## Exercise goal:
Extract all lines that hold "玉川熊谷線旧道" from the records below.

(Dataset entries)
========
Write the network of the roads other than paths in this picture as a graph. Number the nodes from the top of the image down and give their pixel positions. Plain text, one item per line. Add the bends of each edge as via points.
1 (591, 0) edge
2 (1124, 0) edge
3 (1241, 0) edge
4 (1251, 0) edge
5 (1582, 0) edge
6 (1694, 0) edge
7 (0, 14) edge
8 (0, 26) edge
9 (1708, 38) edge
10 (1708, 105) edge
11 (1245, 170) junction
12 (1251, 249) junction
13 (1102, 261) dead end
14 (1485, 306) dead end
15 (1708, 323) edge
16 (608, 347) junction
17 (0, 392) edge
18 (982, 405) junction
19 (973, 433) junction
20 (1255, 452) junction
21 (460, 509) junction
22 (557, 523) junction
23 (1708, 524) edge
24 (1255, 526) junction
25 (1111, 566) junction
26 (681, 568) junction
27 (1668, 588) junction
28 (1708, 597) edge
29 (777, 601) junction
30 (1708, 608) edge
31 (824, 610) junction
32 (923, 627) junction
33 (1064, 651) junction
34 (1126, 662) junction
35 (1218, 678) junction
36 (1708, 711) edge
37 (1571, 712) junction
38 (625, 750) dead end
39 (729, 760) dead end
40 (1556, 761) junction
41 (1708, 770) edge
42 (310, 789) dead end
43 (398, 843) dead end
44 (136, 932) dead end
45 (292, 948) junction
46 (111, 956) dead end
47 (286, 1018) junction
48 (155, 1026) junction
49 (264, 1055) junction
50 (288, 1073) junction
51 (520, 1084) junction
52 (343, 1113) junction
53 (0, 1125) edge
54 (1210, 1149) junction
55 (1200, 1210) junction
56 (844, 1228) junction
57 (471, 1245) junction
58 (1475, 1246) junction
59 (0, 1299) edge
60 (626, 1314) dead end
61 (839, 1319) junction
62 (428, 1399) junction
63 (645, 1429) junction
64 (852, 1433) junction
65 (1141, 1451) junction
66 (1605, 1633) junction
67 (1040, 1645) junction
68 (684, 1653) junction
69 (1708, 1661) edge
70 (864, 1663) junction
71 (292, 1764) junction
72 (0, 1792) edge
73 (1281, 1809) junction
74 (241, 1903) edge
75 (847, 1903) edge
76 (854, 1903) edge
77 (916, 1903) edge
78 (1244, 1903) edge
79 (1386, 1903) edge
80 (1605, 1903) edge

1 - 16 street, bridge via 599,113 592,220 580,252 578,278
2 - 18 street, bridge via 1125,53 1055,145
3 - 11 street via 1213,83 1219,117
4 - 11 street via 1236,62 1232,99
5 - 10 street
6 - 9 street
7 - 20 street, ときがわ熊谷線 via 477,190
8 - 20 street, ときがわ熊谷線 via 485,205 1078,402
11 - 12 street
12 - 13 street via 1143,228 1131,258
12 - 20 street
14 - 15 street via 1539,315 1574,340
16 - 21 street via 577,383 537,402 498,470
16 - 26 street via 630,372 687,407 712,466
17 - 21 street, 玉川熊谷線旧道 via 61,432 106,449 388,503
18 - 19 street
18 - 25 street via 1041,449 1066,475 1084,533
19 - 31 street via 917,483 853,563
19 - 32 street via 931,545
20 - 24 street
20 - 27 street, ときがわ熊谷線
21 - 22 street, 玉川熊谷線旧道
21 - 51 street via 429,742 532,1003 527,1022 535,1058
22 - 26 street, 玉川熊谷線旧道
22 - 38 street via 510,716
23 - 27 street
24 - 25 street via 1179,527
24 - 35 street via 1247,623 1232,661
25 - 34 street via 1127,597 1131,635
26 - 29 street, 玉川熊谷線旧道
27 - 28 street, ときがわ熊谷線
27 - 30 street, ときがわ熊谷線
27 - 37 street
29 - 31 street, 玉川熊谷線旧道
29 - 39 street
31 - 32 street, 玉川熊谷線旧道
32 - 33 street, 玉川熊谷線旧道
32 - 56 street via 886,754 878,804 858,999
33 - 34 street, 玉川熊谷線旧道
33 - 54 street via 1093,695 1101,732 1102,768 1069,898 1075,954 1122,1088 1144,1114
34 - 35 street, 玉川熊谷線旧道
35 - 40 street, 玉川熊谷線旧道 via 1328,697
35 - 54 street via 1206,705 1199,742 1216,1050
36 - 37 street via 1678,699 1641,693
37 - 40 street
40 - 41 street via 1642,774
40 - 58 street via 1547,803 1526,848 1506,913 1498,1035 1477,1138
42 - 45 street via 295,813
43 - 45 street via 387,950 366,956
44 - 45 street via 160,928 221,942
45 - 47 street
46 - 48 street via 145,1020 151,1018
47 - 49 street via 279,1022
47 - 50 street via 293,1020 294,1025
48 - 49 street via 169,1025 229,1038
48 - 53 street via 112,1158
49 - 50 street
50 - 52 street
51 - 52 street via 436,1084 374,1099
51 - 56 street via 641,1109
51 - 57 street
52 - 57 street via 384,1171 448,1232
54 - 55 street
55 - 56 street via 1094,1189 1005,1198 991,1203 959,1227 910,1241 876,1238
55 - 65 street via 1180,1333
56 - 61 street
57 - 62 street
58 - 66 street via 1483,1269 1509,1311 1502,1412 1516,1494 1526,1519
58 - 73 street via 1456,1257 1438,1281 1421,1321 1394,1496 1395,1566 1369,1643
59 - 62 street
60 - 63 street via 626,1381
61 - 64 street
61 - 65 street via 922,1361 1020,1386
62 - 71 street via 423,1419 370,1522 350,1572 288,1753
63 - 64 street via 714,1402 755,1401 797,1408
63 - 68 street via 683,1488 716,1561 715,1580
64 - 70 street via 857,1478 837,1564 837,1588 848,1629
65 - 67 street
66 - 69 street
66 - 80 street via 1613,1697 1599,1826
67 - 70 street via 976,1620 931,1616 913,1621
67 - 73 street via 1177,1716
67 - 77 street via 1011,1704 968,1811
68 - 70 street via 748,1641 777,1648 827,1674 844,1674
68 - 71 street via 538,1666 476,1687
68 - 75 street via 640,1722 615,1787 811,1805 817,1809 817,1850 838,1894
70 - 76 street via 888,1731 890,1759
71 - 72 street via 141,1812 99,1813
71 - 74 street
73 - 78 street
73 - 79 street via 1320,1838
========
## Response:
17 - 21 street, 玉川熊谷線旧道 via 61,432 106,449 388,503
21 - 22 street, 玉川熊谷線旧道
22 - 26 street, 玉川熊谷線旧道
26 - 29 street, 玉川熊谷線旧道
29 - 31 street, 玉川熊谷線旧道
31 - 32 street, 玉川熊谷線旧道
32 - 33 street, 玉川熊谷線旧道
33 - 34 street, 玉川熊谷線旧道
34 - 35 street, 玉川熊谷線旧道
35 - 40 street, 玉川熊谷線旧道 via 1328,697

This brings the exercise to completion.